> _What you need to do_
Search the listing below for the word "Heinrich" and copy each line that holds it.

> _Recorded information_

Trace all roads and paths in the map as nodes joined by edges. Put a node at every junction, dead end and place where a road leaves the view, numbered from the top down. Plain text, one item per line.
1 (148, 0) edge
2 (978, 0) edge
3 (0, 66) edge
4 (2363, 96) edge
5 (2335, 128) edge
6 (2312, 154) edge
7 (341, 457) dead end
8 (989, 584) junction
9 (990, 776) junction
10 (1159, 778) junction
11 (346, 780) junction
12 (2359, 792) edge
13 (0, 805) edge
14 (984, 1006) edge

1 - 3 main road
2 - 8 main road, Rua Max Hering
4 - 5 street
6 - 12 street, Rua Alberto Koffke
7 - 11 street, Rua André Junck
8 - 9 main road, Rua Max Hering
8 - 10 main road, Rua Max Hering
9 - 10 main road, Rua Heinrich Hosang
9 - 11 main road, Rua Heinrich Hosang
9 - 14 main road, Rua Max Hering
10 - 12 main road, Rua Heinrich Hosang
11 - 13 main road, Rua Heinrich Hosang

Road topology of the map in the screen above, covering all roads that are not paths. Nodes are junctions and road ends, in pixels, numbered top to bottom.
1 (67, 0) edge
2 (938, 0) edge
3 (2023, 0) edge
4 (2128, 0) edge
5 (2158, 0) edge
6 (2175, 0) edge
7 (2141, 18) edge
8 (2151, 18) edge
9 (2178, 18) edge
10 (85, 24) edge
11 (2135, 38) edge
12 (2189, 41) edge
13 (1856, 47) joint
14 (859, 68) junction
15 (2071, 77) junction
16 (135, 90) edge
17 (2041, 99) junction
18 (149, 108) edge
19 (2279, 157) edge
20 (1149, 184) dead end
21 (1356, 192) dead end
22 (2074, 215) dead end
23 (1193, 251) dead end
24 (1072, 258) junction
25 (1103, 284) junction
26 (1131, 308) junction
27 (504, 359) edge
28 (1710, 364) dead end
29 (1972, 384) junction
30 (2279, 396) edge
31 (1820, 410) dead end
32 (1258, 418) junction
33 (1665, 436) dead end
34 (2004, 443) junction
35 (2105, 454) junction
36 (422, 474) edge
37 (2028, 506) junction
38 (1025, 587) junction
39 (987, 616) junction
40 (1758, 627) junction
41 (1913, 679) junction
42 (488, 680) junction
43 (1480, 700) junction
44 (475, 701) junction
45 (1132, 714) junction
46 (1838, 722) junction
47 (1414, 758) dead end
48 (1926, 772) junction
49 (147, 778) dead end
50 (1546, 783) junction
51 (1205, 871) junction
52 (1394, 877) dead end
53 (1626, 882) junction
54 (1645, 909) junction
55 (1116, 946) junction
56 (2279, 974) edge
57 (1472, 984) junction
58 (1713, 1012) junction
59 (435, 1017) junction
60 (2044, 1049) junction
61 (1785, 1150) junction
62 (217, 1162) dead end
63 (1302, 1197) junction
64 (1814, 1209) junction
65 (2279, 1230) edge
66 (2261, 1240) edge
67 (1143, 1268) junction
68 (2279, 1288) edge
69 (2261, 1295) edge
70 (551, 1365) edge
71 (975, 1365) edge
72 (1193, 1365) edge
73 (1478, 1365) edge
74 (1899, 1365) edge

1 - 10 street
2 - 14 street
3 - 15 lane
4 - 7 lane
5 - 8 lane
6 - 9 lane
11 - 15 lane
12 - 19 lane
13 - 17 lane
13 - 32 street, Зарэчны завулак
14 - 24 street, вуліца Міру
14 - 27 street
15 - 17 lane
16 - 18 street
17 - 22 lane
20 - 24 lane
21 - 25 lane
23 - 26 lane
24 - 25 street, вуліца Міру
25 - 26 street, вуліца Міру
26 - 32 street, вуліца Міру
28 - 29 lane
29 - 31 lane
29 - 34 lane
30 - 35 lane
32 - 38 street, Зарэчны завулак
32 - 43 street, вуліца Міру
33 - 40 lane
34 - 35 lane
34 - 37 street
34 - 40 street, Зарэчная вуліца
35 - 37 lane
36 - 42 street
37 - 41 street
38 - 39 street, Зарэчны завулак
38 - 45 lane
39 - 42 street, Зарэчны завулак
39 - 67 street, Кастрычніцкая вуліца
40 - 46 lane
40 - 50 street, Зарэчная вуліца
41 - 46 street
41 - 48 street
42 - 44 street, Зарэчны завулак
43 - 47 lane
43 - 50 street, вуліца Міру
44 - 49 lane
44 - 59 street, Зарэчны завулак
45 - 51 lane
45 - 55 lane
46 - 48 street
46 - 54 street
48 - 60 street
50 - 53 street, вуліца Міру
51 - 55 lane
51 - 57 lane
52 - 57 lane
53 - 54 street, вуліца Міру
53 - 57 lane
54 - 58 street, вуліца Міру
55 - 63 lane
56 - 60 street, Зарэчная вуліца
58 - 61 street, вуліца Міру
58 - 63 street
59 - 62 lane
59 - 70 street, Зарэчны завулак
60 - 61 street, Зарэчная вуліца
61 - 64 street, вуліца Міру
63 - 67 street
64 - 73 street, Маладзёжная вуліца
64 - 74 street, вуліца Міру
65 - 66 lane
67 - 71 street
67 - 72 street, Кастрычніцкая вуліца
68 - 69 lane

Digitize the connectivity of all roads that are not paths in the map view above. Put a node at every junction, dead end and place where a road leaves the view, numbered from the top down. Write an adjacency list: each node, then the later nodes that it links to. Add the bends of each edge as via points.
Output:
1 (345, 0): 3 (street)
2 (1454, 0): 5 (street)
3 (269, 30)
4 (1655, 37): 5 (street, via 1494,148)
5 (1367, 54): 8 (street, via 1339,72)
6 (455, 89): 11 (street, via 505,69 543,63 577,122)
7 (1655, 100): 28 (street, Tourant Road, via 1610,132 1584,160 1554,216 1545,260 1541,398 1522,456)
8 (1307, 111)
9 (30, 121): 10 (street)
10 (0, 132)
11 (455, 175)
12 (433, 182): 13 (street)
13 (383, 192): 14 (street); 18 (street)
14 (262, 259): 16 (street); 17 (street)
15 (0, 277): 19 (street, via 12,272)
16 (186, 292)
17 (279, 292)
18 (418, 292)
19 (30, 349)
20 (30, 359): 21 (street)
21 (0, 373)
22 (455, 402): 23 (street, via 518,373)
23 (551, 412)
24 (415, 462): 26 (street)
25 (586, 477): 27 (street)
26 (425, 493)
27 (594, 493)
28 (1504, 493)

> _Solution to this task_
9 - 10 main road, Rua Heinrich Hosang
9 - 11 main road, Rua Heinrich Hosang
10 - 12 main road, Rua Heinrich Hosang
11 - 13 main road, Rua Heinrich Hosang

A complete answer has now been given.